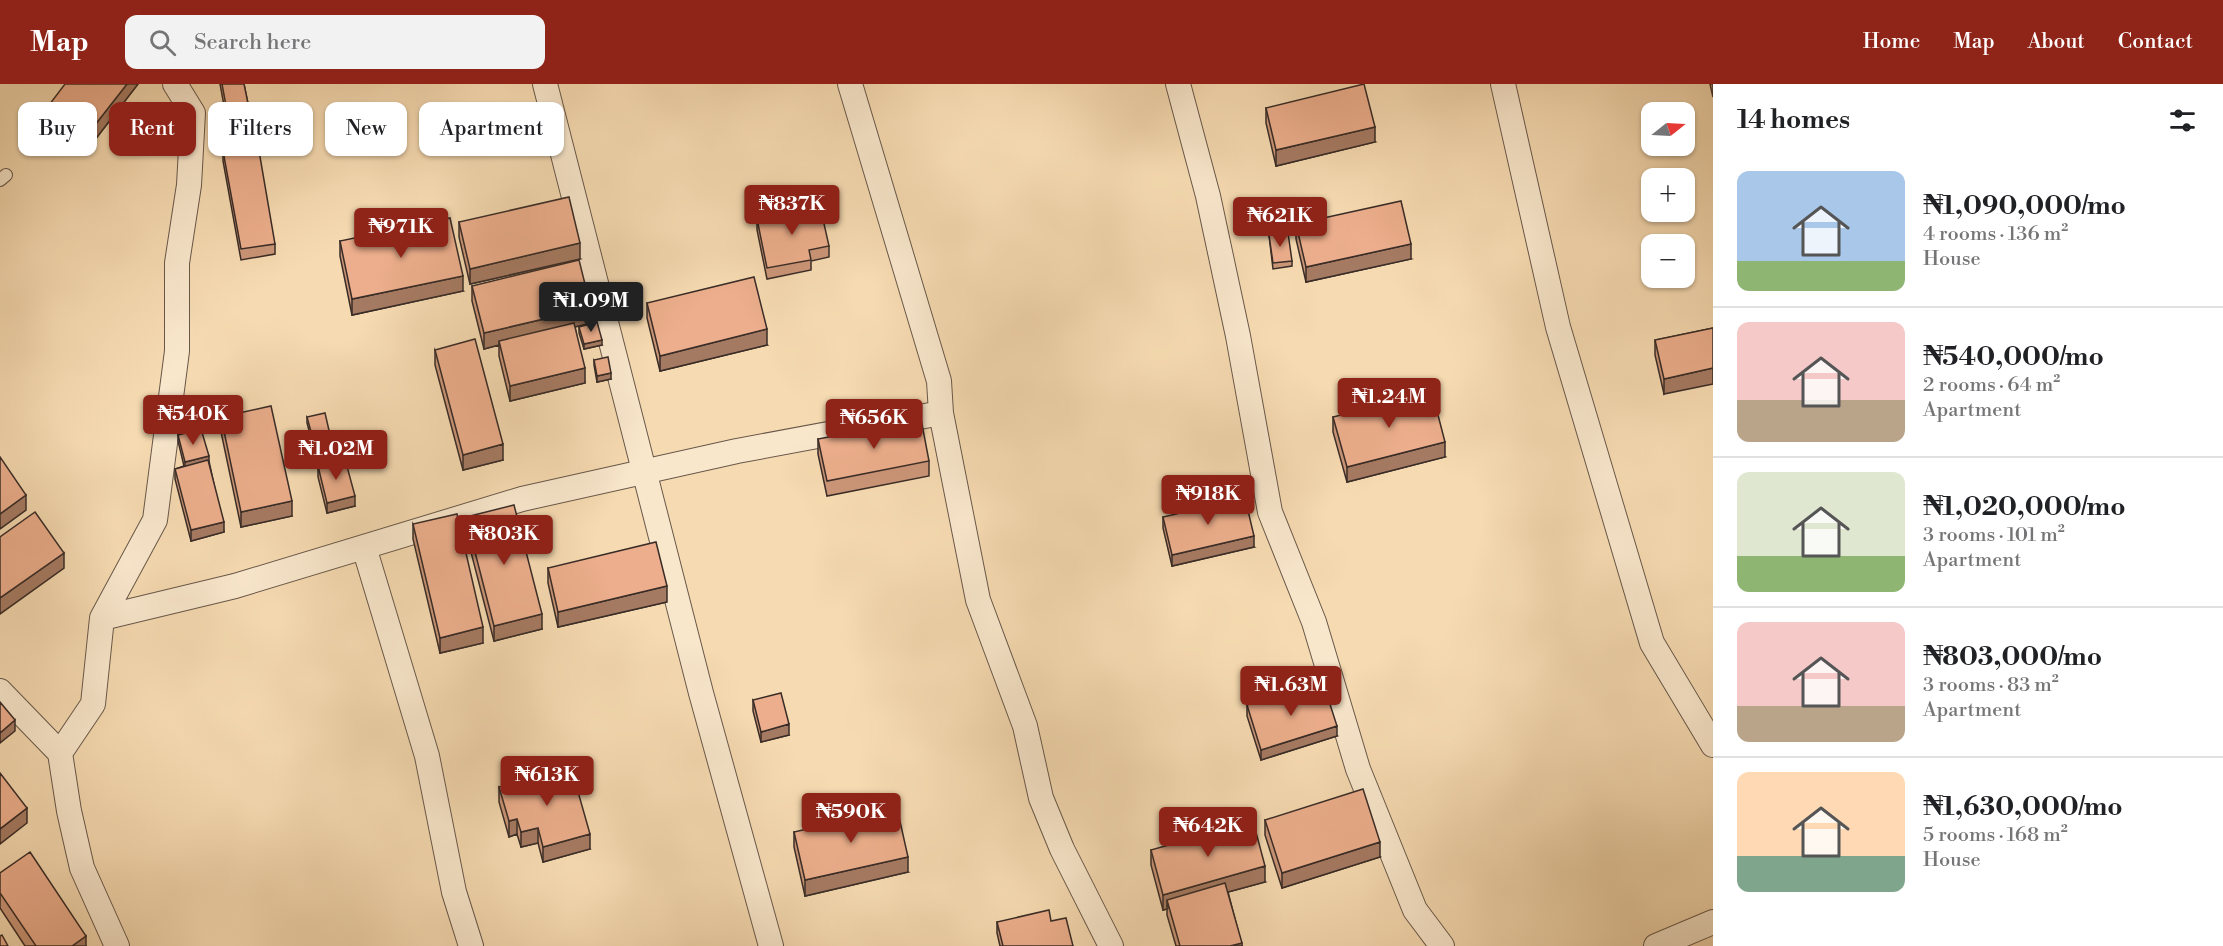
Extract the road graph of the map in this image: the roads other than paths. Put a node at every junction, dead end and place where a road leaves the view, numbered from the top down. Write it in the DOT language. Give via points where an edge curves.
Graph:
graph roads {
  1 [pos="175,84"];
  2 [pos="545,84"];
  3 [pos="850,84"];
  4 [pos="1178,84"];
  5 [pos="1503,84"];
  6 [pos="941,413"];
  7 [pos="644,472"];
  8 [pos="364,547"];
  9 [pos="102,618"];
  10 [pos="0,691"];
  11 [pos="1713,745"];
  12 [pos="60,753"];
  13 [pos="1713,921"];
  14 [pos="117,946"];
  15 [pos="471,946"];
  16 [pos="771,946"];
  17 [pos="1111,946"];
  18 [pos="1442,946"];
  19 [pos="1656,946"];
  1 -- 9 [label="street" via="193,113 189,185 177,263 177,351 155,520"];
  2 -- 7 [label="street"];
  3 -- 6 [label="street" via="939,381"];
  4 -- 18 [label="street" via="1211,208 1270,512 1314,622 1358,769 1415,910"];
  5 -- 11 [label="street" via="1558,327 1652,643"];
  6 -- 7 [label="street"];
  6 -- 17 [label="street" via="978,600 1025,726 1041,798"];
  7 -- 8 [label="street" via="522,499"];
  7 -- 16 [label="street"];
  8 -- 9 [label="street" via="235,586"];
  8 -- 15 [label="street" via="427,756 454,892"];
  9 -- 12 [label="street" via="93,704"];
  10 -- 12 [label="street"];
  12 -- 14 [label="street" via="82,868"];
  13 -- 19 [label="street"];
}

☆ ☆ ☆

--- What you should do ---
Pictures stay out, but every record above is to be returned exactly.

--- Written solution ---
Extract the road graph of the map in this image: the roads other than paths. Put a node at every junction, dead end and place where a road leaves the view, numbered from the top down. Write it in the DOT language. Give via points where an edge curves.
Graph:
graph roads {
  1 [pos="175,84"];
  2 [pos="545,84"];
  3 [pos="850,84"];
  4 [pos="1178,84"];
  5 [pos="1503,84"];
  6 [pos="941,413"];
  7 [pos="644,472"];
  8 [pos="364,547"];
  9 [pos="102,618"];
  10 [pos="0,691"];
  11 [pos="1713,745"];
  12 [pos="60,753"];
  13 [pos="1713,921"];
  14 [pos="117,946"];
  15 [pos="471,946"];
  16 [pos="771,946"];
  17 [pos="1111,946"];
  18 [pos="1442,946"];
  19 [pos="1656,946"];
  1 -- 9 [label="street" via="193,113 189,185 177,263 177,351 155,520"];
  2 -- 7 [label="street"];
  3 -- 6 [label="street" via="939,381"];
  4 -- 18 [label="street" via="1211,208 1270,512 1314,622 1358,769 1415,910"];
  5 -- 11 [label="street" via="1558,327 1652,643"];
  6 -- 7 [label="street"];
  6 -- 17 [label="street" via="978,600 1025,726 1041,798"];
  7 -- 8 [label="street" via="522,499"];
  7 -- 16 [label="street"];
  8 -- 9 [label="street" via="235,586"];
  8 -- 15 [label="street" via="427,756 454,892"];
  9 -- 12 [label="street" via="93,704"];
  10 -- 12 [label="street"];
  12 -- 14 [label="street" via="82,868"];
  13 -- 19 [label="street"];
}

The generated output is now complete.